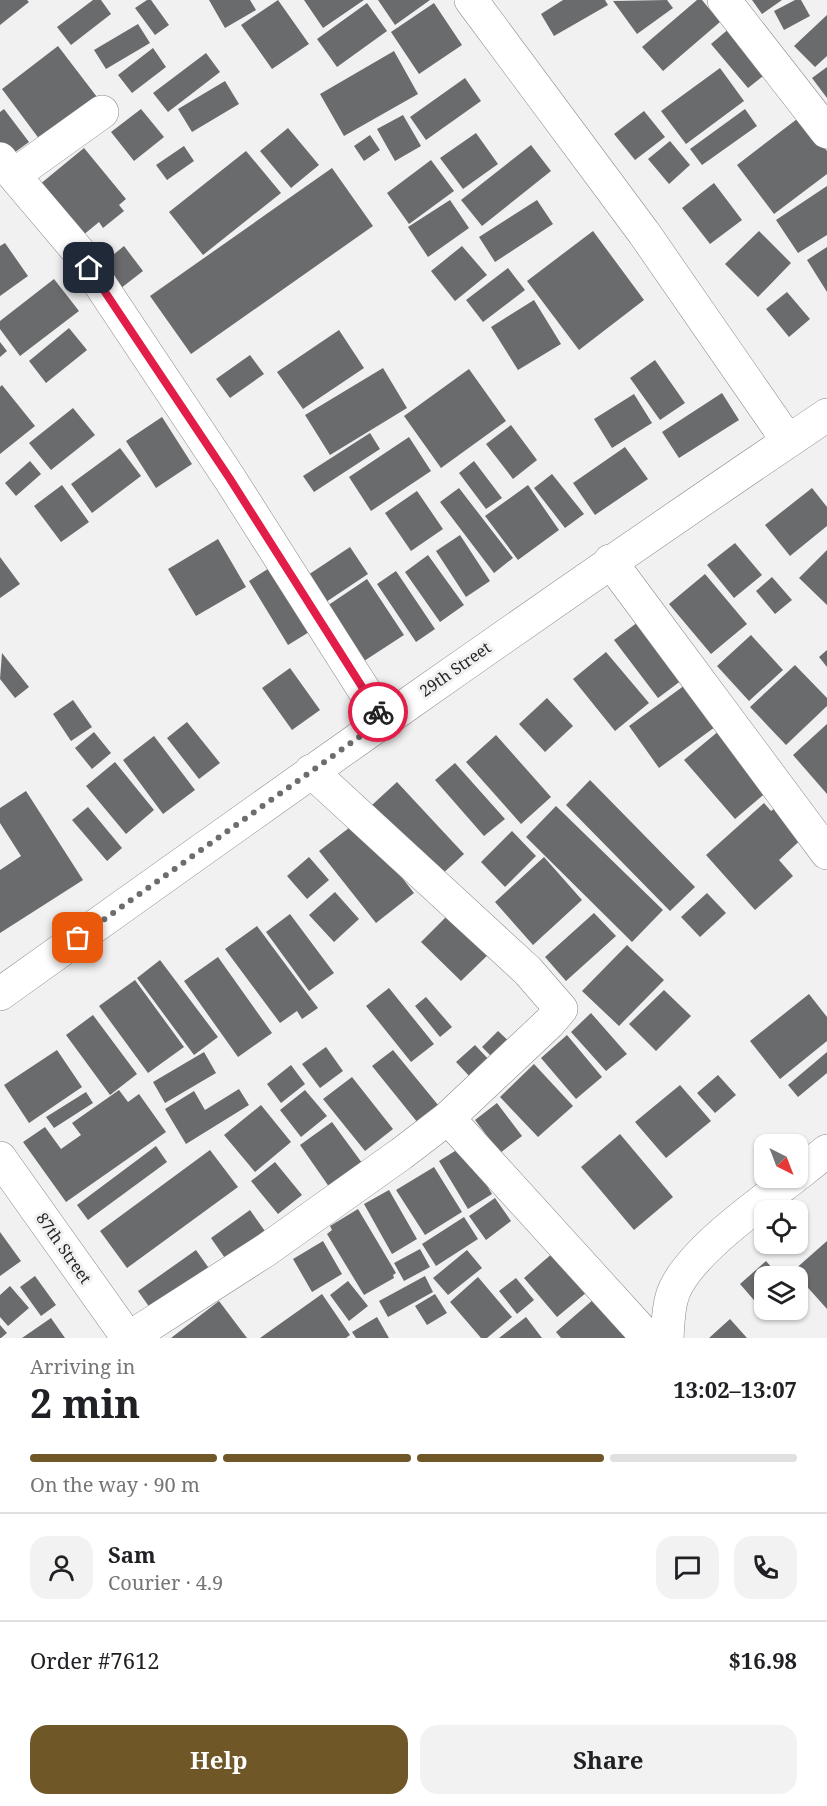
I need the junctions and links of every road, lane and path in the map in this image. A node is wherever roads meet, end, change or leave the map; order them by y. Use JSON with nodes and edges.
{"nodes":[{"id":1,"x":471,"y":0,"type":"edge"},
{"id":2,"x":724,"y":0,"type":"edge"},
{"id":3,"x":102,"y":112,"type":"dead end"},
{"id":4,"x":827,"y":132,"type":"edge"},
{"id":5,"x":7,"y":167,"type":"edge"},
{"id":6,"x":827,"y":415,"type":"edge"},
{"id":7,"x":788,"y":441,"type":"junction"},
{"id":8,"x":610,"y":561,"type":"junction"},
{"id":9,"x":383,"y":720,"type":"junction"},
{"id":10,"x":311,"y":771,"type":"junction"},
{"id":11,"x":827,"y":853,"type":"edge"},
{"id":12,"x":0,"y":994,"type":"edge"},
{"id":13,"x":448,"y":1118,"type":"junction"},
{"id":14,"x":827,"y":1151,"type":"edge"},
{"id":15,"x":0,"y":1158,"type":"edge"},
{"id":16,"x":808,"y":1166,"type":"edge"},
{"id":17,"x":780,"y":1188,"type":"edge"},
{"id":18,"x":128,"y":1338,"type":"edge"},
{"id":19,"x":648,"y":1338,"type":"edge"},
{"id":20,"x":667,"y":1338,"type":"edge"}],
"edges":[{"from":1,"to":7,"type":"street"},
{"from":2,"to":4,"type":"street"},
{"from":3,"to":5,"type":"street"},
{"from":5,"to":9,"type":"street"},
{"from":6,"to":7,"type":"street","name":"29th Street"},
{"from":7,"to":8,"type":"street","name":"29th Street"},
{"from":8,"to":9,"type":"street","name":"29th Street"},
{"from":8,"to":11,"type":"street"},
{"from":9,"to":10,"type":"street","name":"29th Street"},
{"from":10,"to":12,"type":"street","name":"29th Street"},
{"from":10,"to":13,"type":"street"},
{"from":13,"to":18,"type":"street"},
{"from":13,"to":19,"type":"street"},
{"from":14,"to":16,"type":"street"},
{"from":15,"to":18,"type":"street","name":"87th Street"},
{"from":17,"to":20,"type":"street"}]}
§
→ ACTIVITY:
Lines of the listing above that include the string "nodes" should each be copied.

→ ANSWER SPACE:
I need the junctions and links of every road, lane and path in the map in this image. A node is wherever roads meet, end, change or leave the map; order them by y. Use JSON with nodes and edges.
{"nodes":[{"id":1,"x":471,"y":0,"type":"edge"},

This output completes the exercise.